CoreOS Adds New Rocket Container Features
The latest release of Rocket application container software by hyperscale Linux operating system specialist CoreOS includes new user features and tweaks designed to improve application security and supply a more composable system design.
San Francisco-based CoreOS also highlighted an independent application container runtime called "Nose Cone" along with a handful of new tools for building application container images.
The version 0.3.1 release includes several new commands focusing on security features and a mechanism for tracking applications containers. According to a blog post by CoreOS developer Jonathan Boulle, an "rkt trust" command can be used to add keys to a public key store for application container image signatures. The feature supports retrieving public keys directly from a URL or a search to locate public keys.
Meanwhile, an "rkt list" tools provides a list of containers in a system. It leverages a previously used file-based locking approach, CoreOS noted.
The company also said the Nose Cone app runtime implements the app container spec and "makes no use of Rocket." This is encouraging, Boulle noted, since having multiple, alternative runtimes with different goals is an important part of building a robust specification."
The application container tools listed by Boulle include an image builder based on the existing infrastructure built around Docker application container images. The new tool and library "takes an existing Docker image and generates an equivalent [application container image]. This means the container can now be run in any implementation" of the application container specification, Broulle added.

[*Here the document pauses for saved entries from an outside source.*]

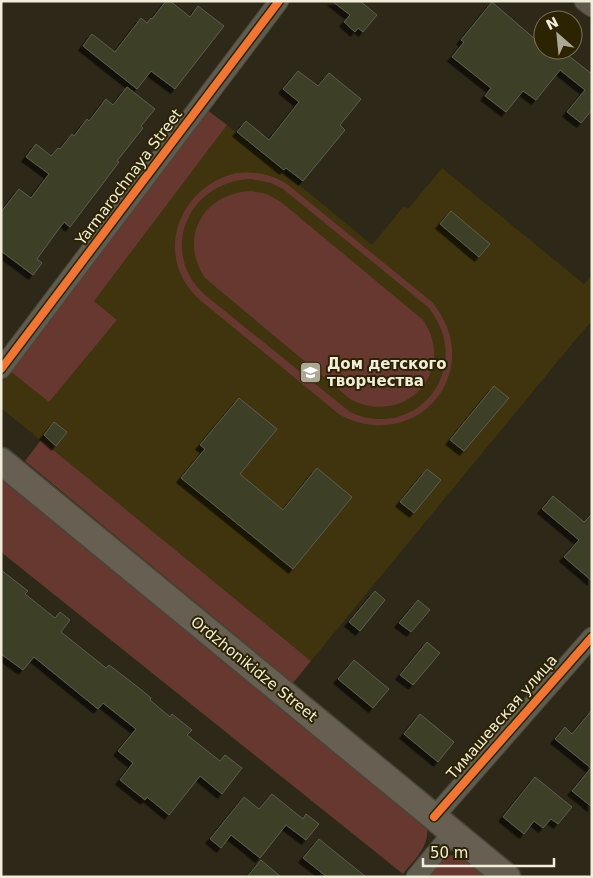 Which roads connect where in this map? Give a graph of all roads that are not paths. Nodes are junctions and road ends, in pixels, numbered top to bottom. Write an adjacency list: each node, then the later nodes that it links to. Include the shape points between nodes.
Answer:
1 (279, 1): 4 (street, Yarmarochnaya Street)
2 (584, 1): 3 (street)
3 (592, 7)
4 (1, 370)
5 (1, 461): 7 (main road, Ordzhonikidze Street)
6 (592, 637): 7 (street, Тимашевская улица)
7 (443, 824): 8 (street, Тимашевская улица); 9 (main road, Ordzhonikidze Street)
8 (416, 877)
9 (507, 877) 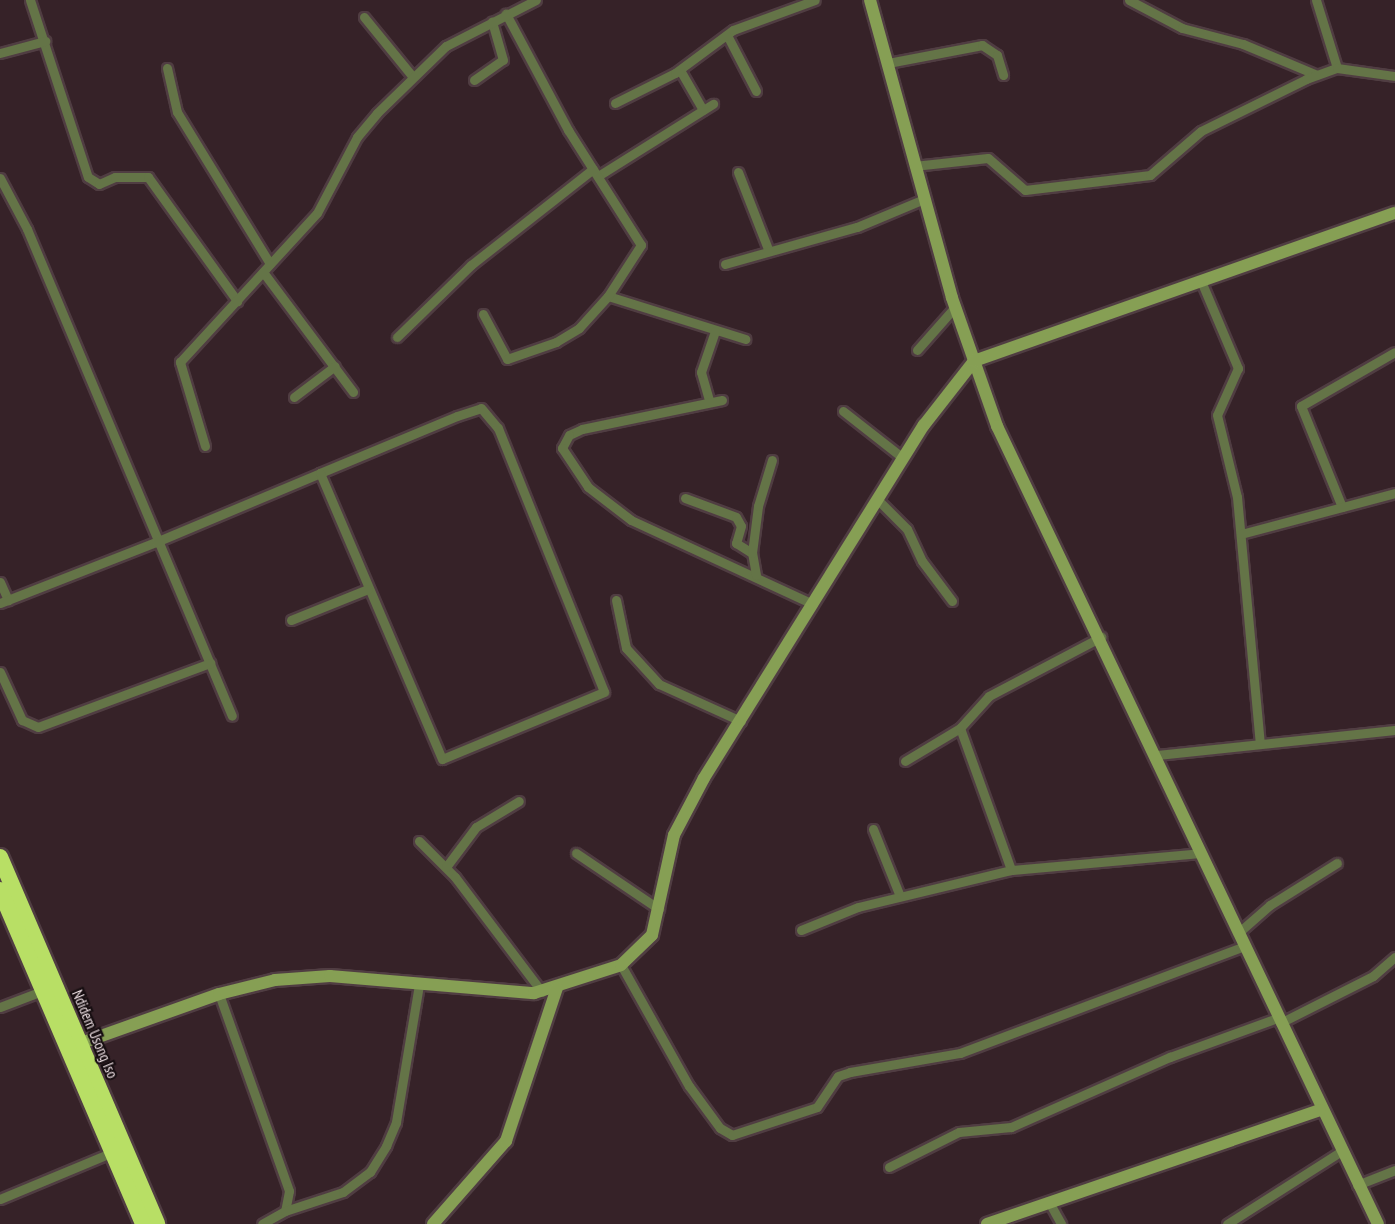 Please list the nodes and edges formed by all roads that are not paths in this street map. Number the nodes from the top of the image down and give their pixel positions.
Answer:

The App Container defines the image format along with the image discovery mechanism and the execution environment using different implementations.

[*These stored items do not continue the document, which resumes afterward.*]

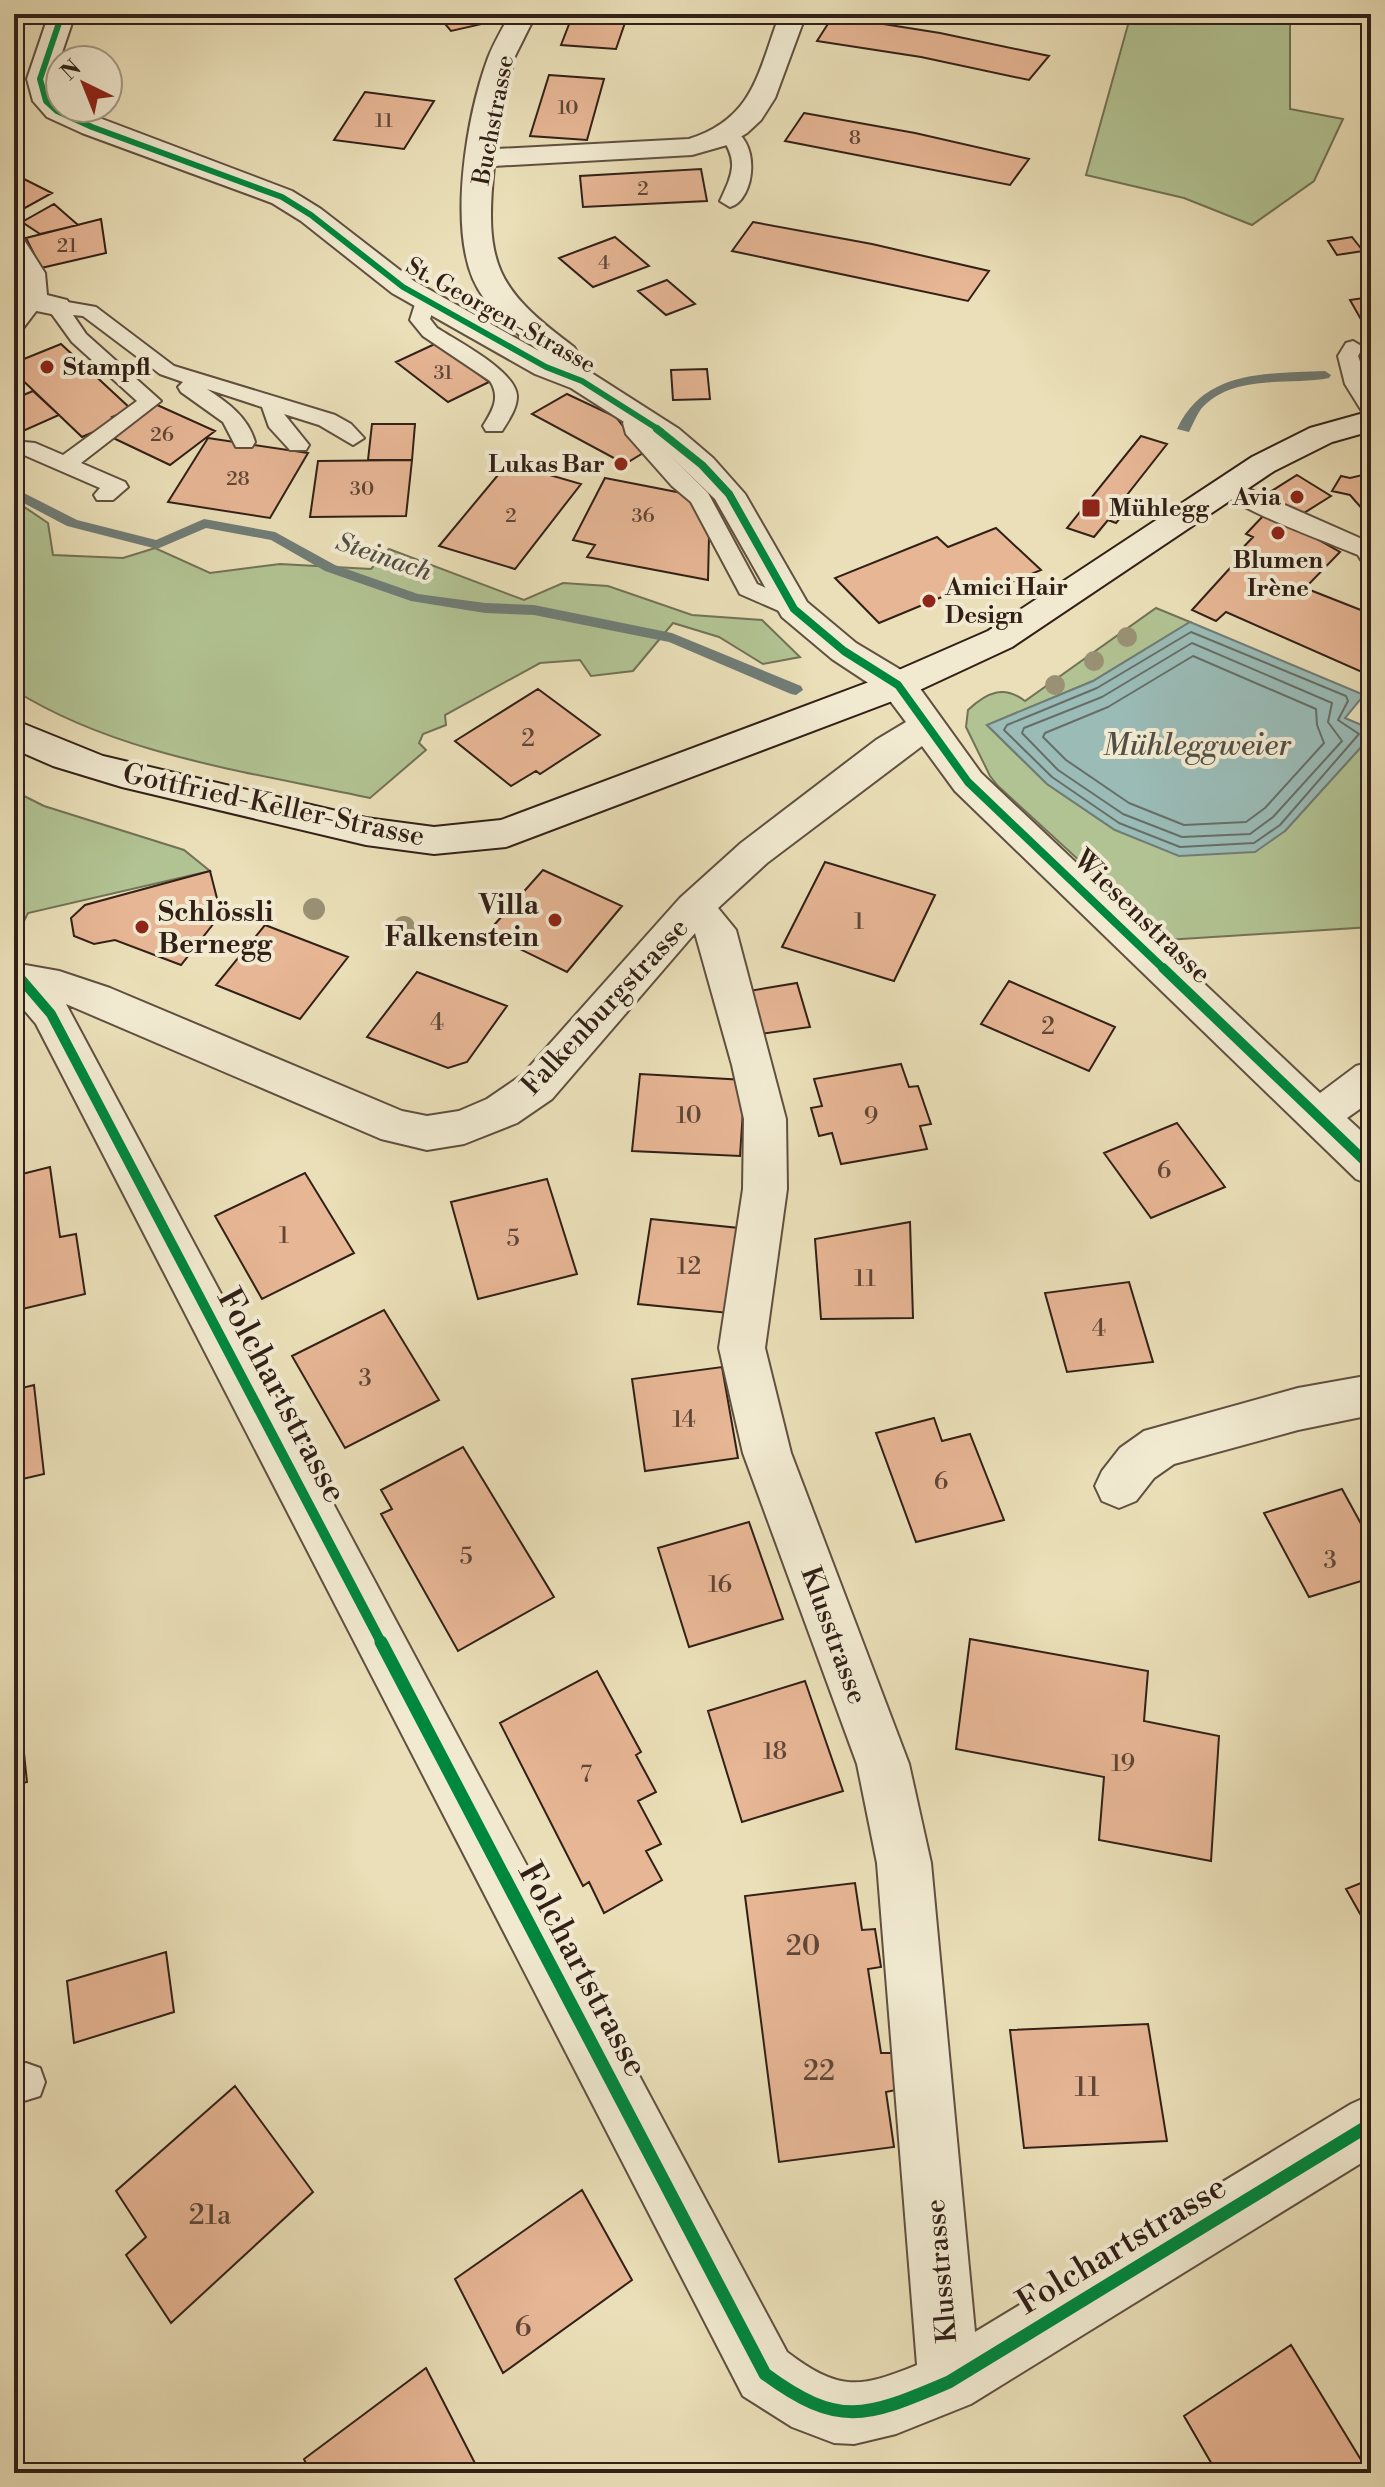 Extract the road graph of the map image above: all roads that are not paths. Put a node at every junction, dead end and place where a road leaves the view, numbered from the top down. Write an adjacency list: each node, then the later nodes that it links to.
1 (62, 14): 8 (street, St. Georgen-Strasse)
2 (523, 14): 5 (street, Buchstrasse)
3 (793, 14): 4 (street)
4 (729, 135): 5 (street); 6 (lane)
5 (480, 158): 13 (street, Buchstrasse)
6 (730, 201)
7 (14, 246): 9 (street)
8 (426, 301): 13 (street, St. Georgen-Strasse); 17 (lane)
9 (34, 303): 10 (lane); 12 (lane); 22 (lane)
10 (14, 327)
11 (1353, 347): 15 (lane)
12 (181, 375): 14 (lane); 19 (lane)
13 (582, 381): 26 (street, St. Georgen-Strasse)
14 (274, 404): 18 (lane); 20 (lane)
15 (1371, 408)
16 (1371, 421): 23 (street)
17 (494, 426)
18 (353, 438)
19 (244, 442)
20 (298, 445)
21 (14, 448): 22 (lane)
22 (65, 464): 24 (lane)
23 (1226, 486): 25 (lane); 26 (street)
24 (105, 495)
25 (1371, 558)
26 (898, 685): 27 (street, Wiesenstrasse); 28 (street, Gottfried-Keller-Strasse)
27 (927, 726): 29 (street, Falkenburgstrasse); 32 (street, Wiesenstrasse)
28 (14, 733)
29 (694, 908): 30 (street, Falkenburgstrasse); 37 (street, Klusstrasse)
30 (18, 978): 37 (street, Folchartstrasse)
31 (1371, 1078): 32 (street)
32 (1318, 1117): 33 (street, Wiesenstrasse)
33 (1371, 1167)
34 (1371, 1395): 35 (street)
35 (1119, 1486)
36 (1371, 2124): 37 (street, Folchartstrasse)
37 (949, 2382)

CoreOS also said it was adding "experimental support" for application container images in its hosted container registry.
"We are on a path to being able to create images with multiple, independent tools (from Docker conversion to native language tools), and have multiple ways to run them (with runtimes like Rocket and Nose Cone)," Boulle stressed.
CoreOS launched its alternative to Docker containers late last year and has since been steadily adding security and other developer features.

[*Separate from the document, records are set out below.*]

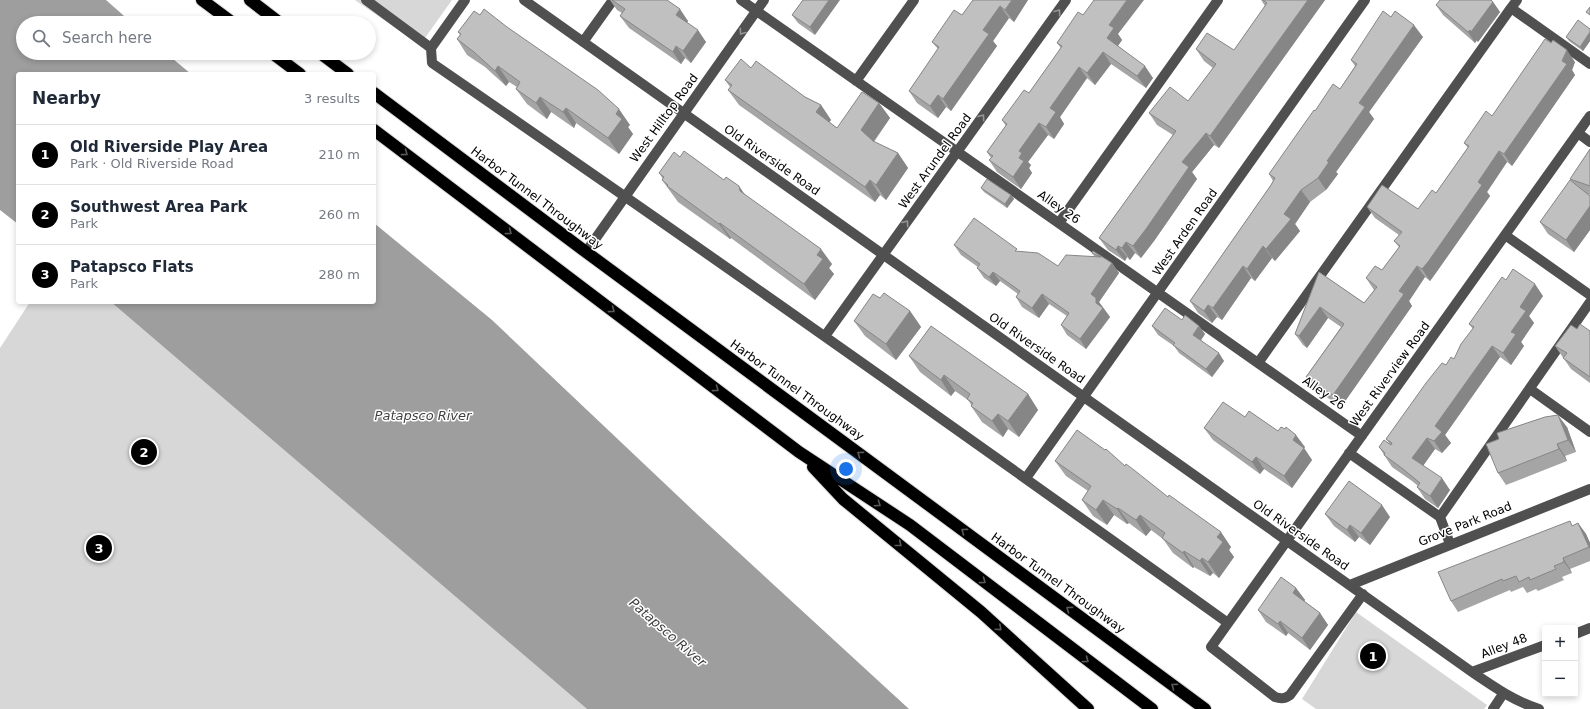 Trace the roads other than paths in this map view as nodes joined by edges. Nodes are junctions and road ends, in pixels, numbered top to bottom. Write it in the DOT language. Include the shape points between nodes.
graph roads {
  1 [pos="202,0"];
  2 [pos="250,0"];
  3 [pos="366,0"];
  4 [pos="465,0"];
  5 [pos="524,0"];
  6 [pos="613,0"];
  7 [pos="741,0"];
  8 [pos="764,0"];
  9 [pos="914,0"];
  10 [pos="1066,0"];
  11 [pos="1218,0"];
  12 [pos="1365,0"];
  13 [pos="1514,4"];
  14 [pos="756,11"];
  15 [pos="224,16"];
  16 [pos="271,16"];
  17 [pos="583,42"];
  18 [pos="431,48"];
  19 [pos="281,60"];
  20 [pos="329,60"];
  21 [pos="1590,64"];
  22 [pos="297,72"];
  23 [pos="345,72"];
  24 [pos="856,81"];
  25 [pos="376,94"];
  26 [pos="683,113"];
  27 [pos="1590,116"];
  28 [pos="376,132"];
  29 [pos="1578,133"];
  30 [pos="1590,142"];
  31 [pos="957,152"];
  32 [pos="625,195"];
  33 [pos="1059,223"];
  34 [pos="1505,235"];
  35 [pos="586,252"];
  36 [pos="883,255"];
  37 [pos="1158,292"];
  38 [pos="1590,295"];
  39 [pos="1590,302"];
  40 [pos="825,336"];
  41 [pos="1258,363"];
  42 [pos="1530,389"];
  43 [pos="1084,397"];
  44 [pos="1590,432"];
  45 [pos="1362,436"];
  46 [pos="799,452"];
  47 [pos="1349,453"];
  48 [pos="1026,478"];
  49 [pos="1590,489"];
  50 [pos="1440,517"];
  51 [pos="1287,541"];
  52 [pos="1450,544"];
  53 [pos="1350,585"];
  54 [pos="1363,594"];
  55 [pos="1228,623"];
  56 [pos="1590,628"];
  57 [pos="1578,633"];
  58 [pos="1542,646"];
  59 [pos="1472,672"];
  60 [pos="1503,694"];
  61 [pos="1088,709"];
  62 [pos="1152,709"];
  63 [pos="1205,709"];
  64 [pos="1493,709"];
  65 [pos="1539,709"];
  1 -- 15 [label="highway"];
  2 -- 16 [label="highway"];
  3 -- 18 [label="street"];
  4 -- 18 [label="street"];
  5 -- 17 [label="street, Old Riverside Road"];
  6 -- 17 [label="street"];
  7 -- 14 [label="street, Alley 26"];
  8 -- 14 [label="street, West Hilltop Road"];
  9 -- 24 [label="street"];
  31 -- 10 [label="street, West Arundel Road, one-way"];
  11 -- 33 [label="street"];
  12 -- 37 [label="street, West Arden Road"];
  13 -- 21 [label="street"];
  13 -- 41 [label="street"];
  14 -- 24 [label="street, Alley 26"];
  14 -- 26 [label="street, West Hilltop Road, one-way"];
  17 -- 26 [label="street, Old Riverside Road"];
  18 -- 32 [label="street" via="432,63"];
  19 -- 22 [label="highway"];
  20 -- 23 [label="highway"];
  24 -- 31 [label="street, Alley 26"];
  25 -- 35 [label="highway, Harbor Tunnel Throughway"];
  26 -- 32 [label="street, West Hilltop Road"];
  26 -- 36 [label="street, Old Riverside Road"];
  27 -- 29 [label="street, West Riverview Road"];
  28 -- 46 [label="highway, one-way"];
  29 -- 30 [label="street"];
  29 -- 34 [label="street, West Riverview Road"];
  31 -- 33 [label="street, Alley 26"];
  36 -- 31 [label="street, West Arundel Road, one-way"];
  32 -- 35 [label="street, West Hilltop Road"];
  32 -- 40 [label="street"];
  33 -- 37 [label="street, Alley 26"];
  34 -- 38 [label="street"];
  34 -- 45 [label="street, West Riverview Road"];
  63 -- 35 [label="highway, Harbor Tunnel Throughway, one-way"];
  36 -- 40 [label="street, West Arundel Road"];
  36 -- 43 [label="street, Old Riverside Road"];
  37 -- 41 [label="street, Alley 26"];
  37 -- 43 [label="street, West Arden Road"];
  39 -- 42 [label="street"];
  40 -- 48 [label="street"];
  41 -- 45 [label="street, Alley 26"];
  42 -- 44 [label="street"];
  42 -- 50 [label="street"];
  43 -- 48 [label="street, West Arden Road"];
  43 -- 51 [label="street, Old Riverside Road"];
  45 -- 47 [label="street, West Riverview Road"];
  46 -- 61 [label="highway, one-way" via="843,499 981,612"];
  46 -- 62 [label="highway, one-way" via="910,525"];
  47 -- 50 [label="street"];
  47 -- 51 [label="street, West Riverview Road"];
  48 -- 55 [label="street"];
  49 -- 52 [label="street, Grove Park Road"];
  50 -- 52 [label="street"];
  51 -- 53 [label="street, Old Riverside Road"];
  51 -- 55 [label="street, West Riverview Road"];
  52 -- 53 [label="street, Grove Park Road"];
  53 -- 54 [label="street, Old Riverside Road"];
  54 -- 55 [label="street, West Riverview Road" via="1290,695 1281,699 1274,697 1212,647"];
  54 -- 59 [label="street, Old Riverside Road"];
  56 -- 57 [label="street"];
  58 -- 59 [label="street, Alley 48"];
  59 -- 60 [label="street, Old Riverside Road"];
  60 -- 64 [label="street"];
  60 -- 65 [label="street, Old Riverside Road"];
}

CoreOS was an early supporter of Docker when it launched in 2013. In December 2014, CoreOS CEO Alexi Polvi announced the formation of the Rocket project along with its App Container runtime and software image definition. Polvi argued that Rocket adheres more closely to the original Docker vision of a simple, reusable application container.
The addition of new Rocket application container features could help CoreOS differentiate Rocket from the much larger ecosystem growing up around Docker containers. CoreOS executives argue that the breadth of that ecosystem makes Docker more of a “platform” than a simple application delivery mechanism.
Boulle noted in his blog post that the goal is to "create a secure, composable and standards-based container runtime."